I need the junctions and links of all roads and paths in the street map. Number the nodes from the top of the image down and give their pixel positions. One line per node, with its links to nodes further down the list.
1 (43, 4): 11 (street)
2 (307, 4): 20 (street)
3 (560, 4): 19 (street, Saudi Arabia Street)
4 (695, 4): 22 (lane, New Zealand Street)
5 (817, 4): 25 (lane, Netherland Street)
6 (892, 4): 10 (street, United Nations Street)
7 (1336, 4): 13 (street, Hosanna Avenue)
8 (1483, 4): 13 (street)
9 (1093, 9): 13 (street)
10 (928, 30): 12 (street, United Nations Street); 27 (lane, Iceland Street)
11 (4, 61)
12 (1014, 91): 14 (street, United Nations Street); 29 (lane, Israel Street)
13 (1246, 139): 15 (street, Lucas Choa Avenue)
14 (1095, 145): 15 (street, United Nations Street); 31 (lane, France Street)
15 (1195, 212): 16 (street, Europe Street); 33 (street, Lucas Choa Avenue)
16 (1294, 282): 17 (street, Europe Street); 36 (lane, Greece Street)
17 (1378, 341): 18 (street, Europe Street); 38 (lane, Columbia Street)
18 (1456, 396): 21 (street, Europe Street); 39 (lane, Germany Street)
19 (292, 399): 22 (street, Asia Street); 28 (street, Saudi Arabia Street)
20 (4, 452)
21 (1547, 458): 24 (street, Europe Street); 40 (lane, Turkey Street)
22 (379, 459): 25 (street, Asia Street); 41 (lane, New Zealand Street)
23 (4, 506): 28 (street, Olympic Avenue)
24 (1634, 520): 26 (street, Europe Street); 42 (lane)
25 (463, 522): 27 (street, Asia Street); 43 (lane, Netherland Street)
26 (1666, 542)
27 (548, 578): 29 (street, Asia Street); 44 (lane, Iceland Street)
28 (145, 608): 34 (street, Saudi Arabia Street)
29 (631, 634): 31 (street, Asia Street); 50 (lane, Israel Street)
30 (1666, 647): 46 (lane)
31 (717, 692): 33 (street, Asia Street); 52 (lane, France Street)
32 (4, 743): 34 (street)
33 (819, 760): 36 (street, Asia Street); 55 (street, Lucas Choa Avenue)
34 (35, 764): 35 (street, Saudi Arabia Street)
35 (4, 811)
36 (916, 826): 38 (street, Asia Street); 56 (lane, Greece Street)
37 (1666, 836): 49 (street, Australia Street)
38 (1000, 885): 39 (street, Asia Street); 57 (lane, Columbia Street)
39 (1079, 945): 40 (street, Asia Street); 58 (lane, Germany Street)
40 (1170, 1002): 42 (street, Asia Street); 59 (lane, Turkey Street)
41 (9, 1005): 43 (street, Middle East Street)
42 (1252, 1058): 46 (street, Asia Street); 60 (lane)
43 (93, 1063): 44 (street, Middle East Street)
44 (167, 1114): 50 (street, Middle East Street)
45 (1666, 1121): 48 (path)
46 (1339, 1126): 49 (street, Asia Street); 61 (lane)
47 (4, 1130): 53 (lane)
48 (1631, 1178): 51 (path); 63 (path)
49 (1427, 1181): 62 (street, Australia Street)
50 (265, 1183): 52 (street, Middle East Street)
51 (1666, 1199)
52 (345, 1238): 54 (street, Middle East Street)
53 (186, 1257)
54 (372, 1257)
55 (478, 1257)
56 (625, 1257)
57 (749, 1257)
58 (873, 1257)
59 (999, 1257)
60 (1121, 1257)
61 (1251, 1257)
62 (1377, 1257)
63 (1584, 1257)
◇ ◇ ◇ ◇ ◇ ◇ ◇
### Exercise details
Show every line of the material that includes the string "Greece".

### Answer space
16 (1294, 282): 17 (street, Europe Street); 36 (lane, Greece Street)
36 (916, 826): 38 (street, Asia Street); 56 (lane, Greece Street)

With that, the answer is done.